Friday, October 14, 2005

How many feeds matter?

Jim Lanzone at Ask Jeeves posts that, according to Bloglines' data, only 37k feeds "really matter."

The details of the data are interesting. Only 1.3M feeds have even one subscriber. 37k feeds have at least 20 subscribers. 20 subscribers might be a somewhat high bar, but it does separate out feeds that are useful to some people from feeds that are useful to very few or none. The data does not distinguish feeds for weblogs from feeds for news sources like Wired or BBC. The data does not include the few popular weblogs that do not publish a feed.

It's a remarkable contrast to Technorati's claim (on their home page) that there are 19.4M weblogs out there. I and others have argued that the 19.4M weblogs estimate is utterly absurd, inflated by millions of spam and bogus weblogs.

At Findory, our experience has been that 95% or more of weblogs are fake. I suspect the number of real, interesting, and useful weblogs to be well under 100k. The new data from Bloglines support this lower estimate.

Thanks, Jim, for providing this data. Very interesting.

[via Gary Price]

Update: Mark Cuban complains about a massive increase in spam blogs.

Update: Dave Sifry at Technorati repeats his claim that only "2% - 8% of new weblogs are fake or spam weblogs." See also Dave's thoughts in the comments for this post.
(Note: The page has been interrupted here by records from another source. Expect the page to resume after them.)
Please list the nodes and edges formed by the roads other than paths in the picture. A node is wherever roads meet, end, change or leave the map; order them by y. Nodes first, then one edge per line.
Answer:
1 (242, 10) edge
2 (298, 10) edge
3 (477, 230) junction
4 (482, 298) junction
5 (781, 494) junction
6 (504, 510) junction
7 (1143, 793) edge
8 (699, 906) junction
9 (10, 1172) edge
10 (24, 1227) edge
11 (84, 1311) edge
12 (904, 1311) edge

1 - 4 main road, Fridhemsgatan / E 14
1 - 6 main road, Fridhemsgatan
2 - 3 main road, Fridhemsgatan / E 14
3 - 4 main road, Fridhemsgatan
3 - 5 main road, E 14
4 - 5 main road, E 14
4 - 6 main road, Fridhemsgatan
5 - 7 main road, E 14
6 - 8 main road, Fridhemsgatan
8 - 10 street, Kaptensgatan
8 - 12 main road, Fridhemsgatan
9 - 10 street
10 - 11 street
Update: Rich Skrenta at Topix.net says, "What we're seeing is that 85-90% of the daily posts hitting ping services such as weblogs.com are spam. Of well-ranked non-spam blogs that we've discovered, we've found about half haven't been updated in the past 60 days."

1 comment:

Greg Linden said...

Hi, Dave. Great to hear from you!

It might be a bold statement if others had not already said similar things. For example, Scott at Feedster said that "at times we see upwards of 90% of the traffic from Blogspot being spam." Bloglines' numbers say that 99.8% of weblogs don't "really matter." Mark Cuban has talked about the crushing number of "splogs", though he didn't put solid numbers on it.

Of course, it all depends on how you define spam or fake blogs. From our experience and the reports I've heard from others, I do think that over 95% of the supposed 19.4M weblogs are either spam, fake, or otherwise useless to readers.